Since the gel material is highly viscous, the exact volume intended is not recovered (some material always sticks to the tubes), so if 4 gel implants are needed, a total volume of 2 ml gel is used. This is added to wells of a 12 well plate. For implantation, ½ of the well contents are used for a single implant. If 2 ml of gel (final) are needed, then 1.2 times the final amount is prepared to enable accurately retrieval of a viscous mixture from the tent tube (thus for 2 ml×1.2=2.4 mL. Additional gel material can also be prepared because some times bubbles hinder recovery of gel material from the tubes.
Calculation to Add All Reagents Necessary for Making 2 mL Cellularized Gel (for 4 Implants In Vivo).
EBM-2 (Cambrex, no supplements) w/10% serum and 1% antibiotics are needed. HEPES at a concentration of 1M (Cambrex 17-737E) is obtained. Sodium bicarbonate at 1.5 mg/ml (Sigma) is obtained. Rat Tail type 1 collagen at 3.88 mg/ml (Becton Dickinson) is obtained. Fibronectin (100 μg/ml; Chemicon, plasma fibronectin, FCO10-10 mg) is obtained. Fetal bovine serum (Hyclone SH30070.03) is obtained.
The pH is adjusted to 7.4 with IN NaOH at 10 μ/ml collagen gel mixture. EBM-2−0.302 mL; FBS−0.440 mL; HEPES 0.110 mL; NaHCO3 0.088 mL; Collagen 1.700 mL; and fibronectin 0.440 mL are mixed. The total volume is 3.08 mL of gel constituents. All the constituents are kept on ice to prevent unwanted gelation.
The cells are divided and transferred to tubes. Generally between 1-2 million cells/mL gel are used. 1.2 times the final cell number needed is resuspended in (example if 1 million/mL wanted add 1.2 million) in 330 μl GM-2.
Cell volume occupies about 0.030 mL so the total cells in EGM-2 equals 0.0360 mL. The gel mixture (as generated above) is added to cells in the tubes. 840 μl of the gel mix is added per tube, with 0.036 mL of cells in EGM-2 (volume=7.2 mL). The cellularized gel mixture is transferred to a plate to warm in an incubator.
1 mL of cellularized gel mixture is recovered from the 1.2 mL in the tube and is added to one well of a 12-well plate. The cellularized gel is placed in 37 degree C. incubator for about 15-30 minutes to harden. The gel becomes opaque and white in appearance. The hardened gel is not clear. Growth media is added to solidified gel. 1 mL of EGM-2 is added per gel, by gently overlaying media onto gel. This assures adequate hydration during the overnight incubation.

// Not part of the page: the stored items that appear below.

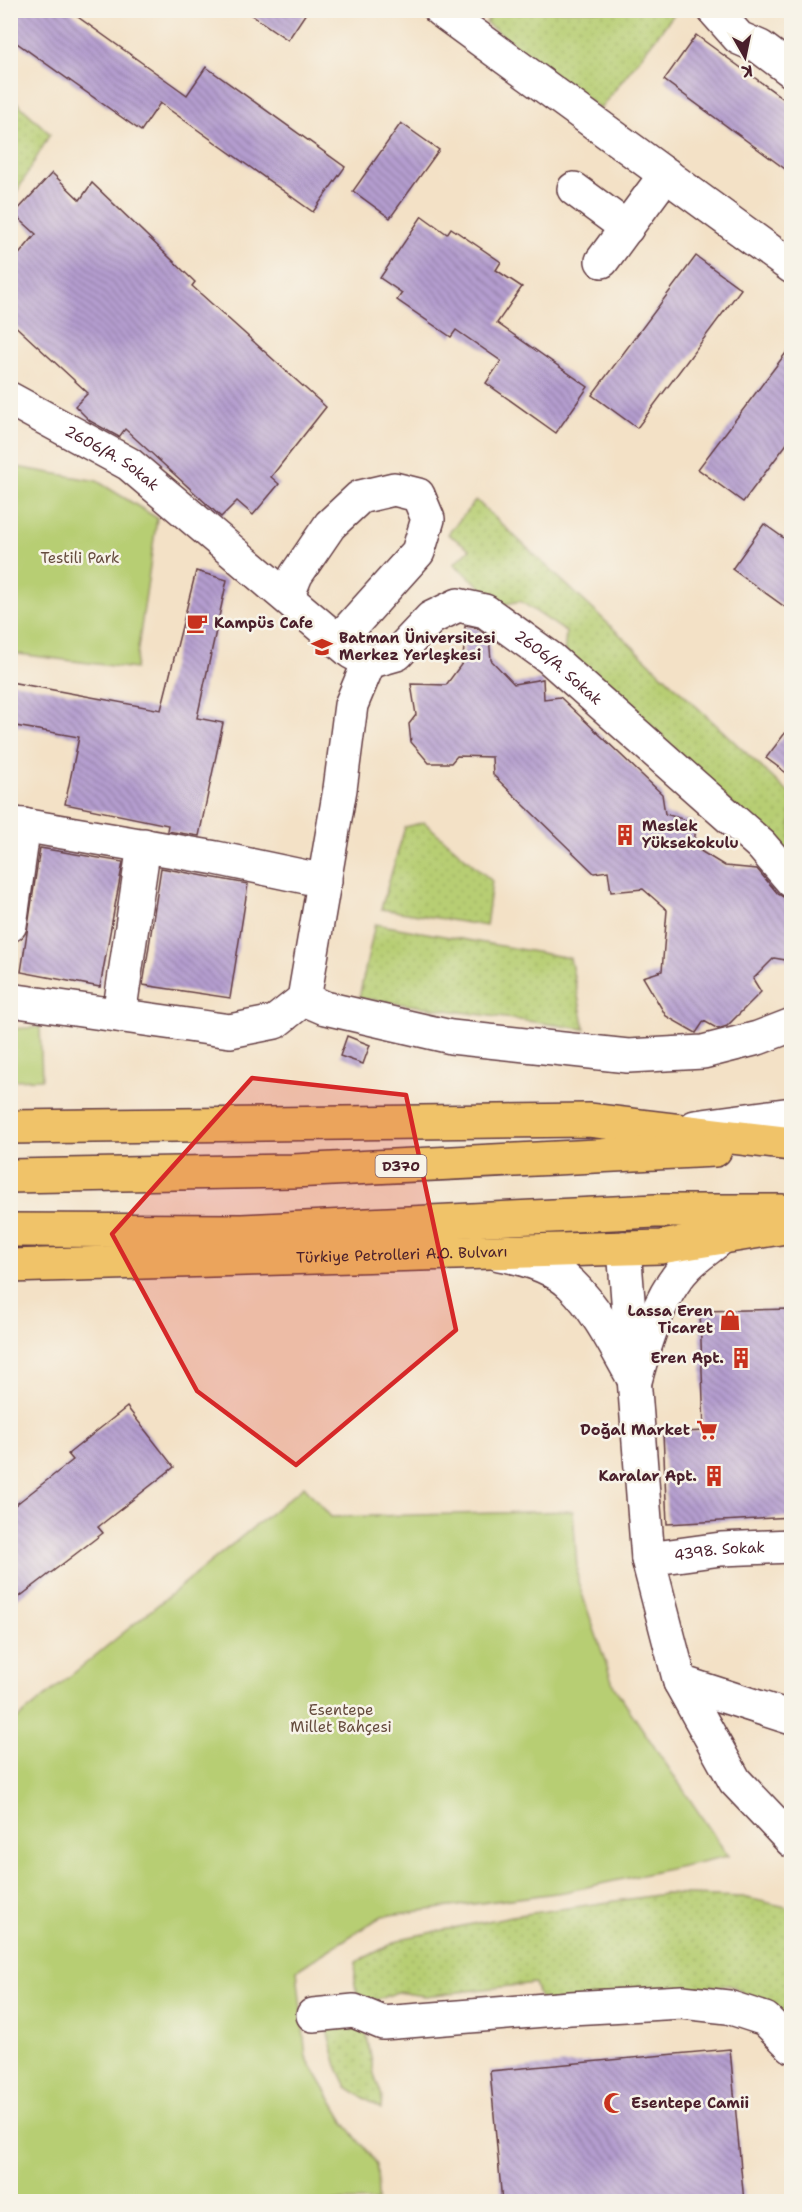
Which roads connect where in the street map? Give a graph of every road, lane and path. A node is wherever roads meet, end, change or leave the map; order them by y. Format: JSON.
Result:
{"nodes":[{"id":1,"x":714,"y":10,"type":"edge"},
{"id":2,"x":454,"y":14,"type":"edge"},
{"id":3,"x":792,"y":71,"type":"edge"},
{"id":4,"x":666,"y":174,"type":"junction"},
{"id":5,"x":574,"y":189,"type":"dead end"},
{"id":6,"x":627,"y":228,"type":"junction"},
{"id":7,"x":602,"y":261,"type":"dead end"},
{"id":8,"x":789,"y":261,"type":"edge"},
{"id":9,"x":10,"y":399,"type":"edge"},
{"id":10,"x":287,"y":597,"type":"junction"},
{"id":11,"x":338,"y":641,"type":"junction"},
{"id":12,"x":369,"y":662,"type":"junction"},
{"id":13,"x":17,"y":824,"type":"edge"},
{"id":14,"x":144,"y":845,"type":"junction"},
{"id":15,"x":792,"y":880,"type":"edge"},
{"id":16,"x":325,"y":881,"type":"junction"},
{"id":17,"x":10,"y":925,"type":"edge"},
{"id":18,"x":304,"y":999,"type":"junction"},
{"id":19,"x":10,"y":1000,"type":"edge"},
{"id":20,"x":119,"y":1015,"type":"junction"},
{"id":21,"x":792,"y":1025,"type":"edge"},
{"id":22,"x":792,"y":1114,"type":"edge"},
{"id":23,"x":10,"y":1127,"type":"edge"},
{"id":24,"x":673,"y":1130,"type":"junction"},
{"id":25,"x":792,"y":1145,"type":"edge"},
{"id":26,"x":10,"y":1176,"type":"edge"},
{"id":27,"x":792,"y":1211,"type":"edge"},
{"id":28,"x":792,"y":1226,"type":"edge"},
{"id":29,"x":10,"y":1230,"type":"edge"},
{"id":30,"x":722,"y":1237,"type":"junction"},
{"id":31,"x":624,"y":1248,"type":"junction"},
{"id":32,"x":486,"y":1252,"type":"junction"},
{"id":33,"x":10,"y":1266,"type":"edge"},
{"id":34,"x":636,"y":1381,"type":"junction"},
{"id":35,"x":792,"y":1546,"type":"edge"},
{"id":36,"x":648,"y":1559,"type":"junction"},
{"id":37,"x":680,"y":1682,"type":"junction"},
{"id":38,"x":792,"y":1718,"type":"edge"},
{"id":39,"x":792,"y":1841,"type":"edge"},
{"id":40,"x":314,"y":2015,"type":"dead end"},
{"id":41,"x":792,"y":2046,"type":"edge"}],
"edges":[{"from":1,"to":3,"type":"street"},
{"from":2,"to":4,"type":"street"},
{"from":4,"to":6,"type":"street"},
{"from":4,"to":8,"type":"street"},
{"from":5,"to":6,"type":"street"},
{"from":6,"to":7,"type":"street"},
{"from":9,"to":10,"type":"street","name":"2606/A. Sokak"},
{"from":10,"to":11,"type":"street","name":"2606/A. Sokak"},
{"from":10,"to":11,"type":"street"},
{"from":11,"to":12,"type":"street","name":"2606/A. Sokak"},
{"from":12,"to":15,"type":"street","name":"2606/A. Sokak"},
{"from":12,"to":16,"type":"street"},
{"from":13,"to":14,"type":"street"},
{"from":13,"to":17,"type":"street"},
{"from":14,"to":16,"type":"street"},
{"from":14,"to":20,"type":"street"},
{"from":16,"to":18,"type":"street"},
{"from":18,"to":20,"type":"street"},
{"from":18,"to":21,"type":"street"},
{"from":19,"to":20,"type":"street"},
{"from":22,"to":24,"type":"street"},
{"from":23,"to":24,"type":"highway"},
{"from":24,"to":25,"type":"highway"},
{"from":25,"to":26,"type":"highway","number":"D370"},
{"from":27,"to":29,"type":"highway","name":"Türkiye Petrolleri A.O. Bulvarı"},
{"from":28,"to":30,"type":"highway","name":"Türkiye Petrolleri A.O. Bulvarı"},
{"from":30,"to":31,"type":"highway","name":"Türkiye Petrolleri A.O. Bulvarı"},
{"from":30,"to":34,"type":"street"},
{"from":31,"to":32,"type":"highway","name":"Türkiye Petrolleri A.O. Bulvarı"},
{"from":31,"to":34,"type":"street"},
{"from":32,"to":33,"type":"highway","name":"Türkiye Petrolleri A.O. Bulvarı"},
{"from":32,"to":34,"type":"street"},
{"from":34,"to":36,"type":"street"},
{"from":35,"to":36,"type":"street","name":"4398. Sokak"},
{"from":36,"to":37,"type":"street"},
{"from":37,"to":38,"type":"street"},
{"from":37,"to":39,"type":"street"},
{"from":40,"to":41,"type":"street"}]}
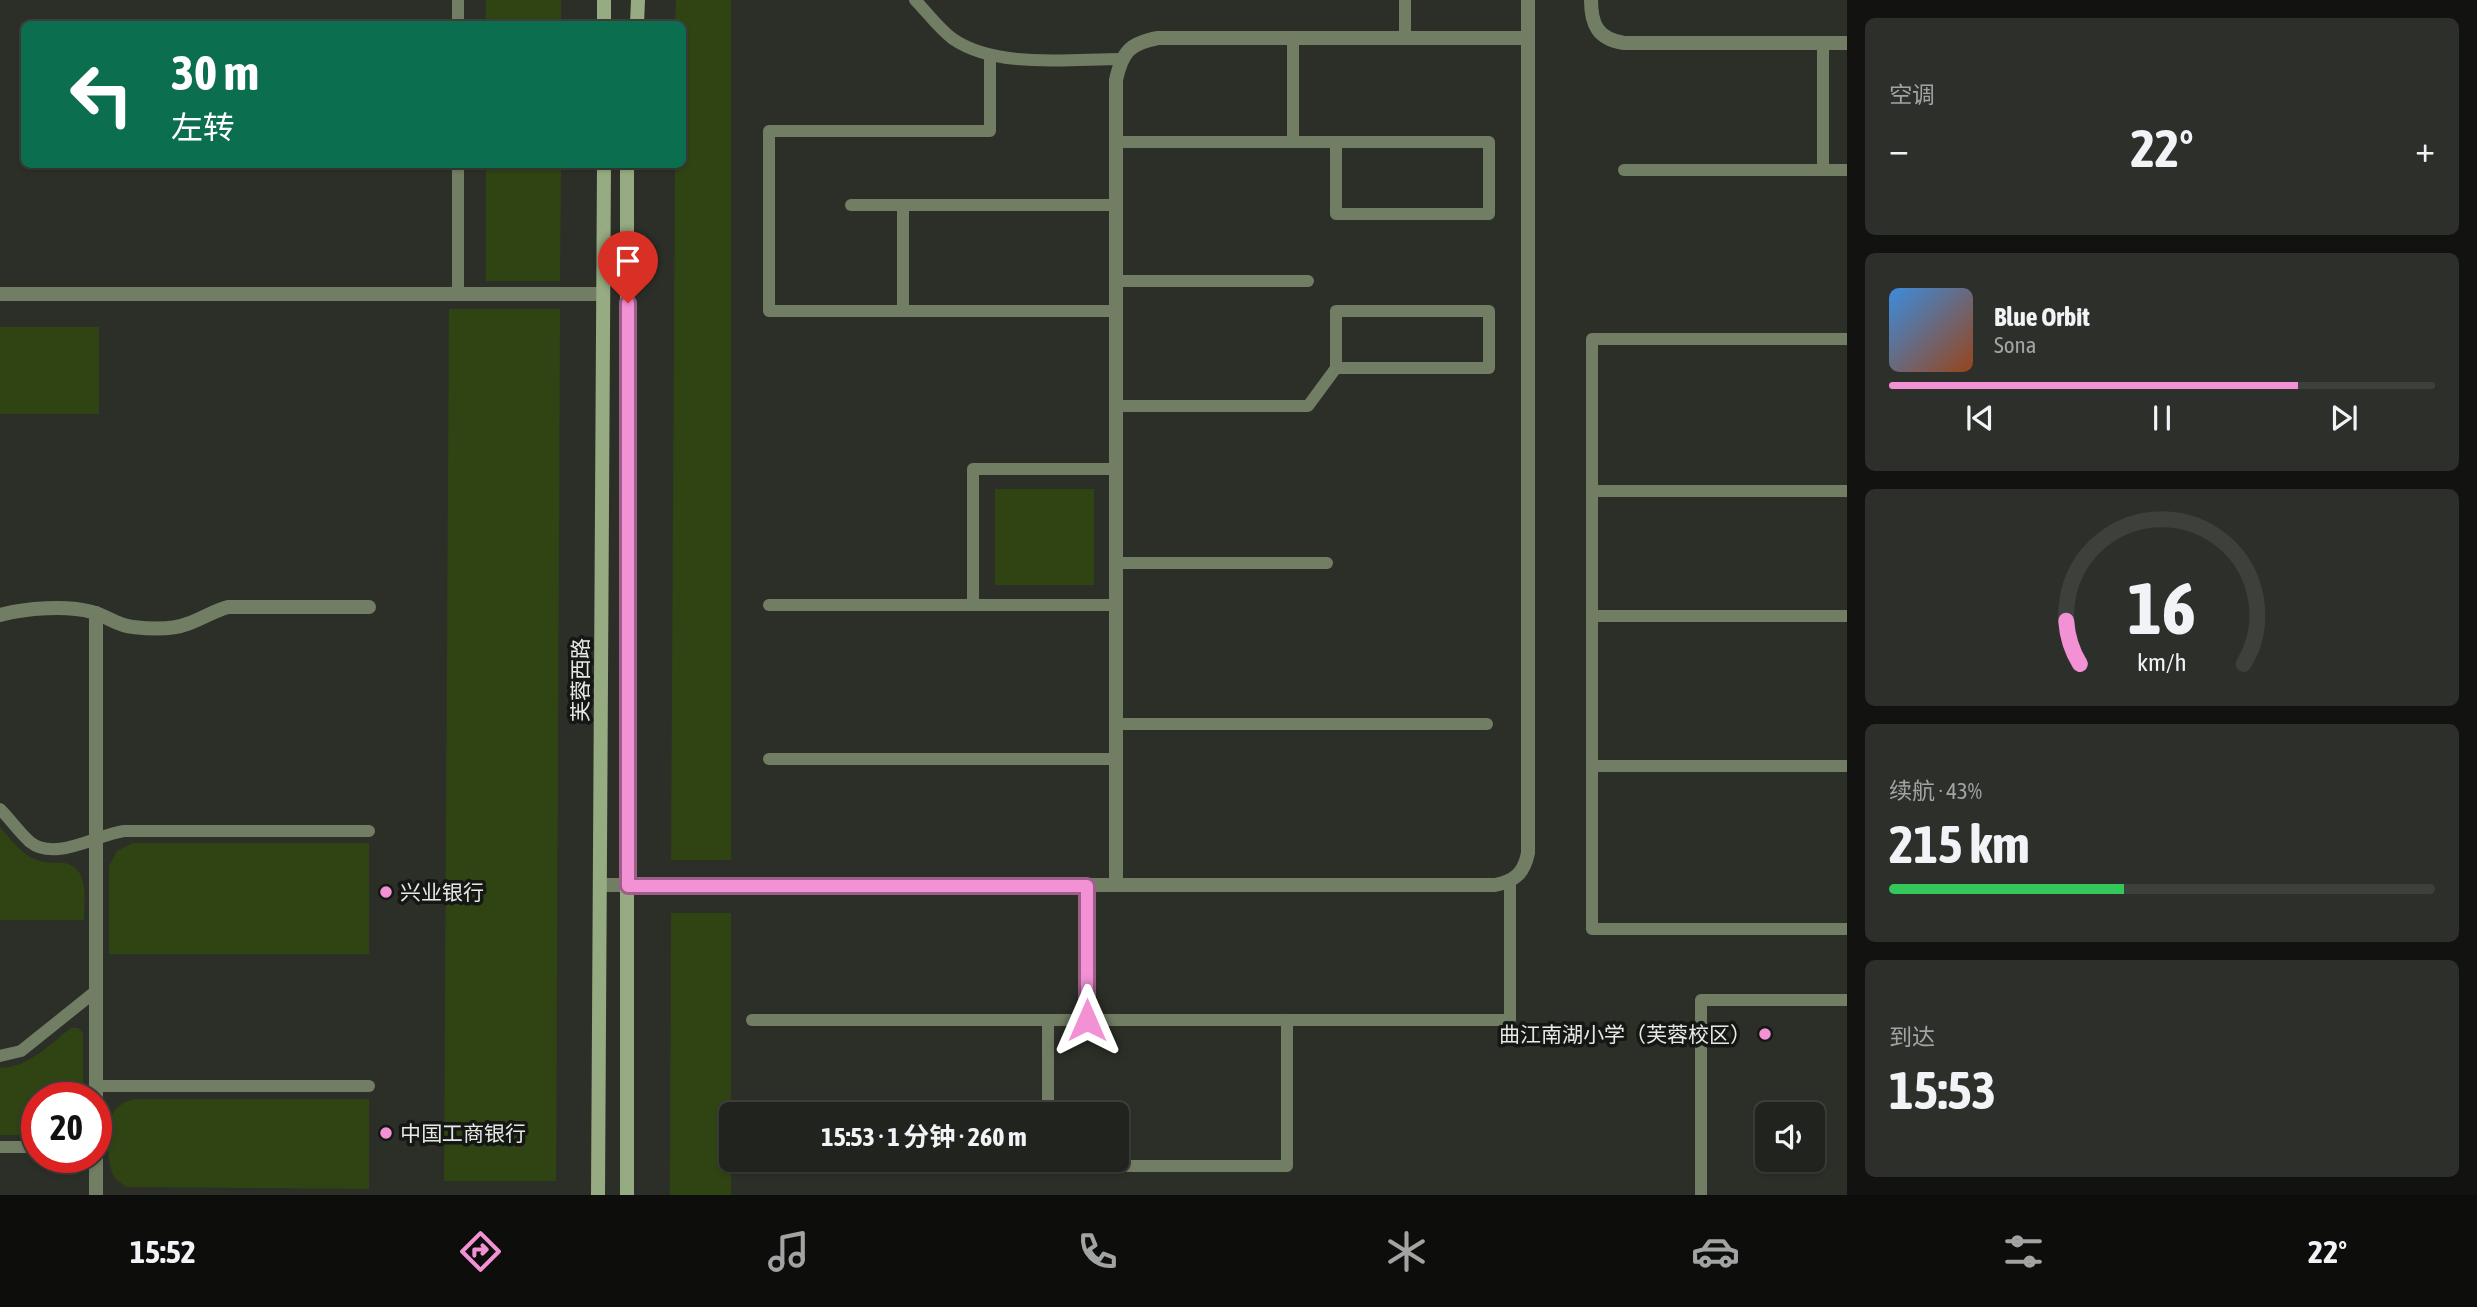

In a laminar flow hood, 7-12 week old NOD/SCID mice are anesthetized with ⅕% lsoflurane, and Nair is applied spot-wise bilaterally to the abdomen for—2 minutes. Nair is wiped away w/gauze, the skin cleaned with sterile PBS, then the sites of incision are saturated with povidine solution and allowed to dry. The skin is pinched away from the abdominal muscles and through a small incision, a pouch is formed by dissecting the skin and subcutaneous tissues from the muscle layer (procedure is repeated on other side of animal). One-half of each gel is then inserted into each pouch. The gel is positioned without tearing or mutilating the gel, and the skin is closed with suture. Mice are monitored daily for infection, change in diet, weight, and the like. Harvesting occurs 21-28 days post-implantation.